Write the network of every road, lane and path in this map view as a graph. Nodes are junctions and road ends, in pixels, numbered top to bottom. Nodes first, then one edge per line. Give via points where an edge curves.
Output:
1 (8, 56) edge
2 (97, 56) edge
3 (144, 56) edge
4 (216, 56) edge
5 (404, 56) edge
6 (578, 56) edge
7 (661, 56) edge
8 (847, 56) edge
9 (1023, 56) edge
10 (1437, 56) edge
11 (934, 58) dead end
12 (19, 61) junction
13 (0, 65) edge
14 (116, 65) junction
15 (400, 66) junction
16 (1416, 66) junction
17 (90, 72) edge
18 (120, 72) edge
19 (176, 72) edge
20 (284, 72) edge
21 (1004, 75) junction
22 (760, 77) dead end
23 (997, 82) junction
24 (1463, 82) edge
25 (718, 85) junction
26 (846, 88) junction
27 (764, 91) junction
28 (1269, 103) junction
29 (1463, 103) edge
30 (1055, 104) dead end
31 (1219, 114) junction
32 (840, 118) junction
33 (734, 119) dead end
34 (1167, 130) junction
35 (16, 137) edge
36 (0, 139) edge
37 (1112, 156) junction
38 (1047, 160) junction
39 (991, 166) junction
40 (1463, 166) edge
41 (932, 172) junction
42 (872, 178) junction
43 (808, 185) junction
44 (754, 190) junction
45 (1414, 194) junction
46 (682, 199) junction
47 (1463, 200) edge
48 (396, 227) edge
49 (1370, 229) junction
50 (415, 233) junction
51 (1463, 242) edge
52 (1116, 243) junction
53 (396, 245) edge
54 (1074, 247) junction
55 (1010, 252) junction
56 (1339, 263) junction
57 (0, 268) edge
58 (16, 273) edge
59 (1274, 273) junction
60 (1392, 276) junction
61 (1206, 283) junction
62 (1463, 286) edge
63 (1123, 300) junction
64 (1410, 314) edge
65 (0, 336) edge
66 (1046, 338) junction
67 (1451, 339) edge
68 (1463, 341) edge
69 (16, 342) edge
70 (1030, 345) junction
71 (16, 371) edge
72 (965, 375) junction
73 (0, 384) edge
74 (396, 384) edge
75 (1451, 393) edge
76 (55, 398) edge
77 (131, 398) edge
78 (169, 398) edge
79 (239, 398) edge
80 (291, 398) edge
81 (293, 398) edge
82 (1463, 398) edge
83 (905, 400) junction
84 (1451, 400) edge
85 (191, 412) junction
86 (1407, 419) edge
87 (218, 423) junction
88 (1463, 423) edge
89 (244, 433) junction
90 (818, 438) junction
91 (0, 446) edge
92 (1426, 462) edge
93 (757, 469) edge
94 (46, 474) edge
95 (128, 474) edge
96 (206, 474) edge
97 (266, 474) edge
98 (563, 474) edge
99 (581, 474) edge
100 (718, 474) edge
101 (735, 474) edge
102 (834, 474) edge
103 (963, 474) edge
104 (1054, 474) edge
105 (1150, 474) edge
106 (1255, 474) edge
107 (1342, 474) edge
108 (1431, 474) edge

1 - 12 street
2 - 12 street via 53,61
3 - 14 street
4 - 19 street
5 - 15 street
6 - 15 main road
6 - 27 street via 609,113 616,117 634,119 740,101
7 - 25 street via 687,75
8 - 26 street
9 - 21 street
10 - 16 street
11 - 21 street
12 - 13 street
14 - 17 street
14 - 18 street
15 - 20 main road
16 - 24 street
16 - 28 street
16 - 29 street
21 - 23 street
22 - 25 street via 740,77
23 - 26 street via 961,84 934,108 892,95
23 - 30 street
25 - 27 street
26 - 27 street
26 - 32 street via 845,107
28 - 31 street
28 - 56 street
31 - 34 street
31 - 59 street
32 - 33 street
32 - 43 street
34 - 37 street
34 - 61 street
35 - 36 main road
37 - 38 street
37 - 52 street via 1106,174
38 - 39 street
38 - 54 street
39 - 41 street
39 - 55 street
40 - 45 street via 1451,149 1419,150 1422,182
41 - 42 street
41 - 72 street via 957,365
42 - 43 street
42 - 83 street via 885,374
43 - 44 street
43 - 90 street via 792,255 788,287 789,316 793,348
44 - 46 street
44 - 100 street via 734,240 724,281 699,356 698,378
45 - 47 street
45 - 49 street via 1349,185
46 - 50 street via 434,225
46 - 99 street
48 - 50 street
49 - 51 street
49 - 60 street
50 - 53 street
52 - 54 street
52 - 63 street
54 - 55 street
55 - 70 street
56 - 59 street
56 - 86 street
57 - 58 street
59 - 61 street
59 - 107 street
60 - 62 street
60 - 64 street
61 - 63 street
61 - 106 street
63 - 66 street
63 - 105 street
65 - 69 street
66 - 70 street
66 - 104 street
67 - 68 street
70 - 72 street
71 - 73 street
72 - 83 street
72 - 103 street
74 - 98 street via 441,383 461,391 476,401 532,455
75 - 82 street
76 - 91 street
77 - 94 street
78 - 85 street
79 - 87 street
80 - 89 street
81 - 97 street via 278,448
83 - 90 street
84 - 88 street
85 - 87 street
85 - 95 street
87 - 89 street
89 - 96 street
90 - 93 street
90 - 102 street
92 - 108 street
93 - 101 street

::::

What to work on: Line by line, write out the whole listing exactly.

Solution below:
Write the network of every road, lane and path in this map view as a graph. Nodes are junctions and road ends, in pixels, numbered top to bottom. Nodes first, then one edge per line. Give via points where an edge curves.
Output:
1 (8, 56) edge
2 (97, 56) edge
3 (144, 56) edge
4 (216, 56) edge
5 (404, 56) edge
6 (578, 56) edge
7 (661, 56) edge
8 (847, 56) edge
9 (1023, 56) edge
10 (1437, 56) edge
11 (934, 58) dead end
12 (19, 61) junction
13 (0, 65) edge
14 (116, 65) junction
15 (400, 66) junction
16 (1416, 66) junction
17 (90, 72) edge
18 (120, 72) edge
19 (176, 72) edge
20 (284, 72) edge
21 (1004, 75) junction
22 (760, 77) dead end
23 (997, 82) junction
24 (1463, 82) edge
25 (718, 85) junction
26 (846, 88) junction
27 (764, 91) junction
28 (1269, 103) junction
29 (1463, 103) edge
30 (1055, 104) dead end
31 (1219, 114) junction
32 (840, 118) junction
33 (734, 119) dead end
34 (1167, 130) junction
35 (16, 137) edge
36 (0, 139) edge
37 (1112, 156) junction
38 (1047, 160) junction
39 (991, 166) junction
40 (1463, 166) edge
41 (932, 172) junction
42 (872, 178) junction
43 (808, 185) junction
44 (754, 190) junction
45 (1414, 194) junction
46 (682, 199) junction
47 (1463, 200) edge
48 (396, 227) edge
49 (1370, 229) junction
50 (415, 233) junction
51 (1463, 242) edge
52 (1116, 243) junction
53 (396, 245) edge
54 (1074, 247) junction
55 (1010, 252) junction
56 (1339, 263) junction
57 (0, 268) edge
58 (16, 273) edge
59 (1274, 273) junction
60 (1392, 276) junction
61 (1206, 283) junction
62 (1463, 286) edge
63 (1123, 300) junction
64 (1410, 314) edge
65 (0, 336) edge
66 (1046, 338) junction
67 (1451, 339) edge
68 (1463, 341) edge
69 (16, 342) edge
70 (1030, 345) junction
71 (16, 371) edge
72 (965, 375) junction
73 (0, 384) edge
74 (396, 384) edge
75 (1451, 393) edge
76 (55, 398) edge
77 (131, 398) edge
78 (169, 398) edge
79 (239, 398) edge
80 (291, 398) edge
81 (293, 398) edge
82 (1463, 398) edge
83 (905, 400) junction
84 (1451, 400) edge
85 (191, 412) junction
86 (1407, 419) edge
87 (218, 423) junction
88 (1463, 423) edge
89 (244, 433) junction
90 (818, 438) junction
91 (0, 446) edge
92 (1426, 462) edge
93 (757, 469) edge
94 (46, 474) edge
95 (128, 474) edge
96 (206, 474) edge
97 (266, 474) edge
98 (563, 474) edge
99 (581, 474) edge
100 (718, 474) edge
101 (735, 474) edge
102 (834, 474) edge
103 (963, 474) edge
104 (1054, 474) edge
105 (1150, 474) edge
106 (1255, 474) edge
107 (1342, 474) edge
108 (1431, 474) edge

1 - 12 street
2 - 12 street via 53,61
3 - 14 street
4 - 19 street
5 - 15 street
6 - 15 main road
6 - 27 street via 609,113 616,117 634,119 740,101
7 - 25 street via 687,75
8 - 26 street
9 - 21 street
10 - 16 street
11 - 21 street
12 - 13 street
14 - 17 street
14 - 18 street
15 - 20 main road
16 - 24 street
16 - 28 street
16 - 29 street
21 - 23 street
22 - 25 street via 740,77
23 - 26 street via 961,84 934,108 892,95
23 - 30 street
25 - 27 street
26 - 27 street
26 - 32 street via 845,107
28 - 31 street
28 - 56 street
31 - 34 street
31 - 59 street
32 - 33 street
32 - 43 street
34 - 37 street
34 - 61 street
35 - 36 main road
37 - 38 street
37 - 52 street via 1106,174
38 - 39 street
38 - 54 street
39 - 41 street
39 - 55 street
40 - 45 street via 1451,149 1419,150 1422,182
41 - 42 street
41 - 72 street via 957,365
42 - 43 street
42 - 83 street via 885,374
43 - 44 street
43 - 90 street via 792,255 788,287 789,316 793,348
44 - 46 street
44 - 100 street via 734,240 724,281 699,356 698,378
45 - 47 street
45 - 49 street via 1349,185
46 - 50 street via 434,225
46 - 99 street
48 - 50 street
49 - 51 street
49 - 60 street
50 - 53 street
52 - 54 street
52 - 63 street
54 - 55 street
55 - 70 street
56 - 59 street
56 - 86 street
57 - 58 street
59 - 61 street
59 - 107 street
60 - 62 street
60 - 64 street
61 - 63 street
61 - 106 street
63 - 66 street
63 - 105 street
65 - 69 street
66 - 70 street
66 - 104 street
67 - 68 street
70 - 72 street
71 - 73 street
72 - 83 street
72 - 103 street
74 - 98 street via 441,383 461,391 476,401 532,455
75 - 82 street
76 - 91 street
77 - 94 street
78 - 85 street
79 - 87 street
80 - 89 street
81 - 97 street via 278,448
83 - 90 street
84 - 88 street
85 - 87 street
85 - 95 street
87 - 89 street
89 - 96 street
90 - 93 street
90 - 102 street
92 - 108 street
93 - 101 street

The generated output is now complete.